Saved data entries:
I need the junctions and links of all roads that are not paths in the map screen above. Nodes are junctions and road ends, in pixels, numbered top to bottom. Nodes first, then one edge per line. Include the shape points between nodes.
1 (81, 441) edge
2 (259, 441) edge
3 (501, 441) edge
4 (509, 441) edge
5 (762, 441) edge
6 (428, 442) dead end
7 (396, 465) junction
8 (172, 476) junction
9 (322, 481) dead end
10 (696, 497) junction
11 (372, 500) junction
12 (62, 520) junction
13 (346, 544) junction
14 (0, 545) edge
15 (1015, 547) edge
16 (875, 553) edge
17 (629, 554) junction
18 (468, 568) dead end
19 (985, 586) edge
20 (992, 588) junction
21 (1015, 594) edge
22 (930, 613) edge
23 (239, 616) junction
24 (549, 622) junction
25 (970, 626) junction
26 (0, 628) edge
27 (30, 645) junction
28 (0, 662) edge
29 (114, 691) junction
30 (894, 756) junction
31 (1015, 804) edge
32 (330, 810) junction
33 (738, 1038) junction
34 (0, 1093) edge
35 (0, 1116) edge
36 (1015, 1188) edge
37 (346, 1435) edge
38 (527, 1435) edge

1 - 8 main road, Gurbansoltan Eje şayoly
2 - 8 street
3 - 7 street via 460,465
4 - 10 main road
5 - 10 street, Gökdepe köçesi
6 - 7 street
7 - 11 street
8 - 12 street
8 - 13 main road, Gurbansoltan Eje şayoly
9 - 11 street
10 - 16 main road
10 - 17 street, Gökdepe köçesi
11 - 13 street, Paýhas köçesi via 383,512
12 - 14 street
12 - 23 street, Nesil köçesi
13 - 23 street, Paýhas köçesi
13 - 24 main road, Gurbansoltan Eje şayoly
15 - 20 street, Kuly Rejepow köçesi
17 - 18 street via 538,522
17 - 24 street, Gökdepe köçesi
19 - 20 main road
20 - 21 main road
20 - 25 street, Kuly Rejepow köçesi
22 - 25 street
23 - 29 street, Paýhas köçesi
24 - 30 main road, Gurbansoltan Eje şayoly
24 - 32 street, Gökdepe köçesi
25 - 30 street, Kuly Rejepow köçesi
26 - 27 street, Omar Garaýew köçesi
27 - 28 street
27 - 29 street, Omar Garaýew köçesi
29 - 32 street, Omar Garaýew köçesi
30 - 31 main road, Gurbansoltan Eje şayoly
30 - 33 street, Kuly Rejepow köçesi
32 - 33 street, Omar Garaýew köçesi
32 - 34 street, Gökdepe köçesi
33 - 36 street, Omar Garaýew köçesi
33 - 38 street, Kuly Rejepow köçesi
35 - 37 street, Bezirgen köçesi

WHAT IS BEING ASKED = Scan the entries above for the string "şayoly", and copy every line where it turns up.

RESPONSE TO THIS EXERCISE =
1 - 8 main road, Gurbansoltan Eje şayoly
8 - 13 main road, Gurbansoltan Eje şayoly
13 - 24 main road, Gurbansoltan Eje şayoly
24 - 30 main road, Gurbansoltan Eje şayoly
30 - 31 main road, Gurbansoltan Eje şayoly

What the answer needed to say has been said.